I want to go back and reply to all the comments on my lit review and research proposal roughs -- that's in the queue, and thank you for everyone who took the time to comment (Seb, Paul, Stephen, Heidi, Steve, Caryn, Greg, Ben, Ruth, and more); I've been turning your comments around in my head and they've been incredibly helpful. It's mostly that my brain needs a little bit of time to do something else before it can get back to those particular items with renewed vigor.

On the "something else" subject, I've been reading this winter break, and have been rediscovering an affinity for... I'm not sure what to call them. "Readable Research" books, perhaps -- titles like Good To Great by Jim Collins, Flow by Mihaly Csikszentmihalyi, Freakonomics by Steven Levitt and Stephen Dubner, Spark by Sir Ken Robinson, Five Minds for the Future by Howard Gardner, Why We Do What We Do by Edward Deci, The Tipping Point by Malcolm Gladwell... these cover a wide range of fields, but the common thread is that they are...

  1. Written (or co-authored) by researchers with a deep history in the field's subject matter. These folks aren't rehashing summaries from interviews with other experts; they are the experts, and the subtle effect this has on the thoughtfulness and depth of synthesis of the ideas is (at least to me) detectable. (I could, perhaps, try this with a double-blind study on myself; it could be the placebo effect.)
  2. Written engagingly and well. It's not something you plod through because the content is excellent (Piaget, I love you, but your writing drives me batshit insane); it's something you relish because the writing is excellent. And the content is excellent.
  3. Written for laypeople - a curious high school student could get through it with a little help from Wikipedia.
  4. Grounded in a wealth of solid research - dense with pointers to empirical evidence, with conjectures clearly stated and few in number. With citations everywhere, so you can track the original papers down. I love looking through the bibliographies of Readable Research books; they're like treasure troves, veins of gold. I'm starting to try using these to get a sense of where and how good researchers track and follow information in their field.

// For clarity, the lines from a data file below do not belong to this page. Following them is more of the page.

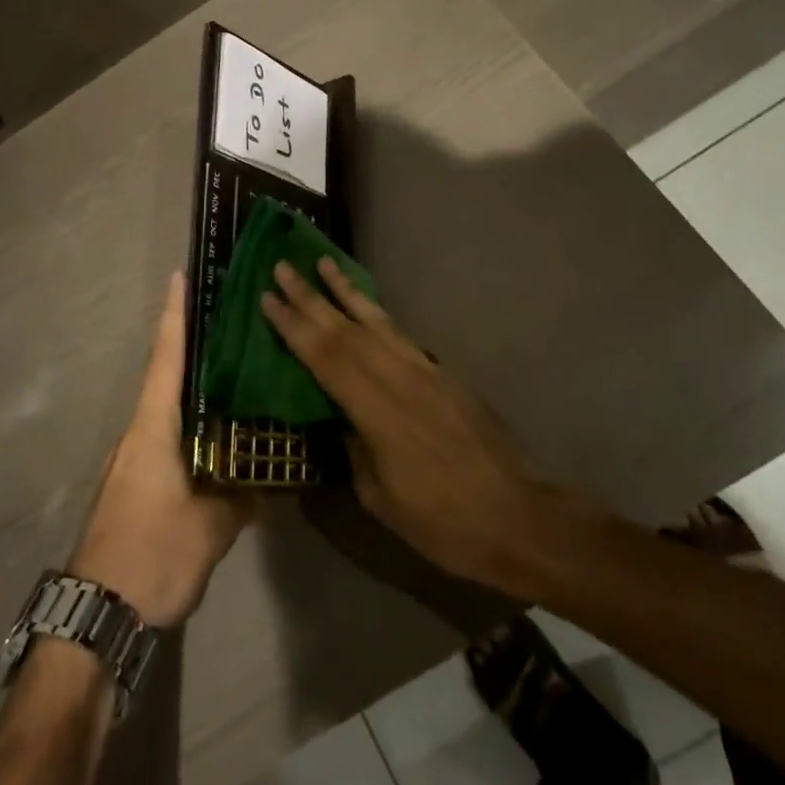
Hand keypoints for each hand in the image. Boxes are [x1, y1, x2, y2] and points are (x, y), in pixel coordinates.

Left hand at [69, 273, 253, 627]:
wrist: (99, 614)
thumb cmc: (151, 553)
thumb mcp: (210, 526)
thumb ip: (246, 497)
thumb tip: (282, 481)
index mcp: (153, 427)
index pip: (167, 358)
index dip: (175, 315)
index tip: (182, 275)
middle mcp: (141, 433)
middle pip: (170, 376)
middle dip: (196, 346)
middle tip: (234, 321)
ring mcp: (137, 460)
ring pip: (173, 410)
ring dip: (199, 389)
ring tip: (240, 373)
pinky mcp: (141, 485)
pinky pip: (174, 439)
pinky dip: (198, 426)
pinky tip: (226, 436)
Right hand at [261, 257, 593, 595]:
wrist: (517, 516)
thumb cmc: (442, 521)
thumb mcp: (381, 496)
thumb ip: (354, 449)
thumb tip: (338, 419)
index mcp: (377, 409)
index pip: (325, 357)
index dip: (293, 327)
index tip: (267, 298)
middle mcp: (399, 377)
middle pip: (346, 329)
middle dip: (310, 296)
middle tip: (282, 266)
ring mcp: (424, 371)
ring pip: (376, 321)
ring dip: (345, 291)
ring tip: (323, 263)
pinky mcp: (443, 374)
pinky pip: (400, 334)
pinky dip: (377, 314)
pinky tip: (366, 306)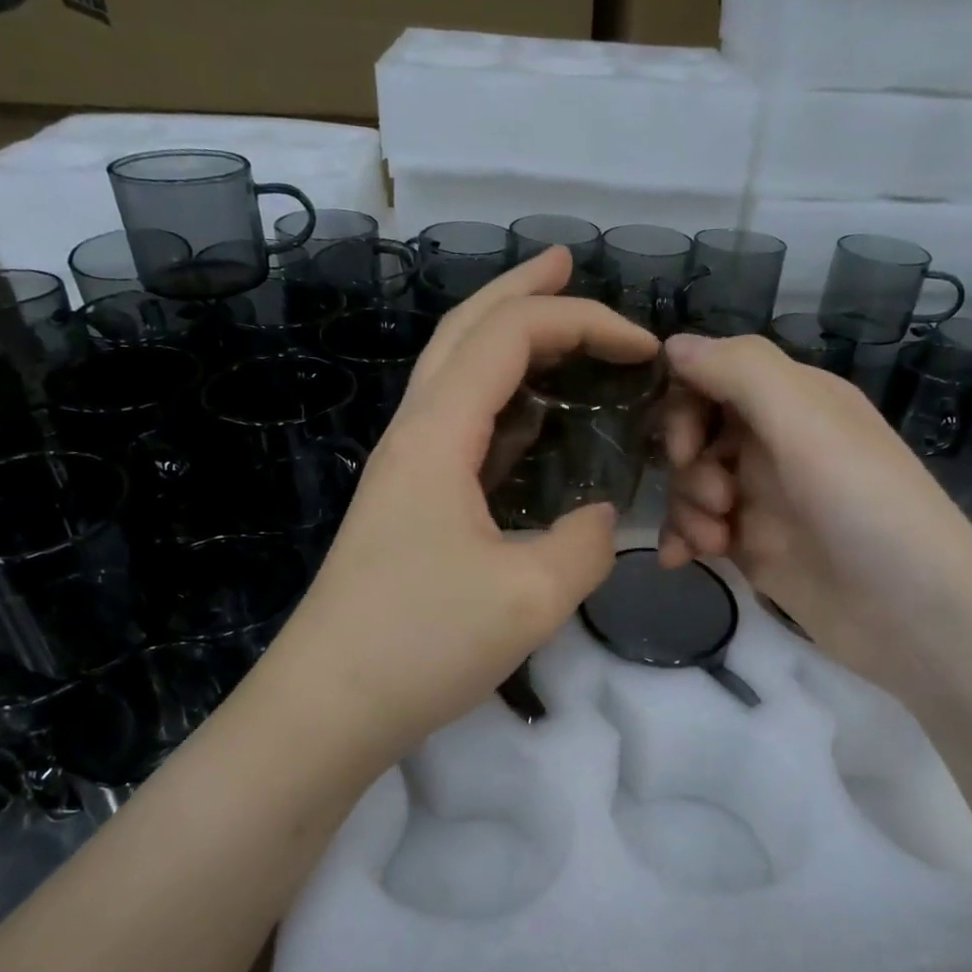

Now, I don't imagine that any of the books give you "deep knowledge" in a field. But they do allow you to step into the mental footsteps of those who do . When the writing is good and the reading is done correctly, there are moments of holy cow this is what it's like to think that way. To have all these facts and ideas at your fingertips so that an insight catalyzes flashes of connections, swiftly weaves out into a beautiful glowing web of understanding... you won't be able to reproduce it, but you'll see a glimpse of the mastery you're aiming for.

It's almost as if you were a pianist and could have your hands possessed by the ghost of Artur Rubenstein for a single run-through of a single song, or a martial artist who found themselves transported as a watcher in the body of Bruce Lee as he executed a perfect flying kick -- feeling what they feel, thinking what they think, but with the master remaining in control.

When I can write one of these, I will consider myself to have become a mature scholar.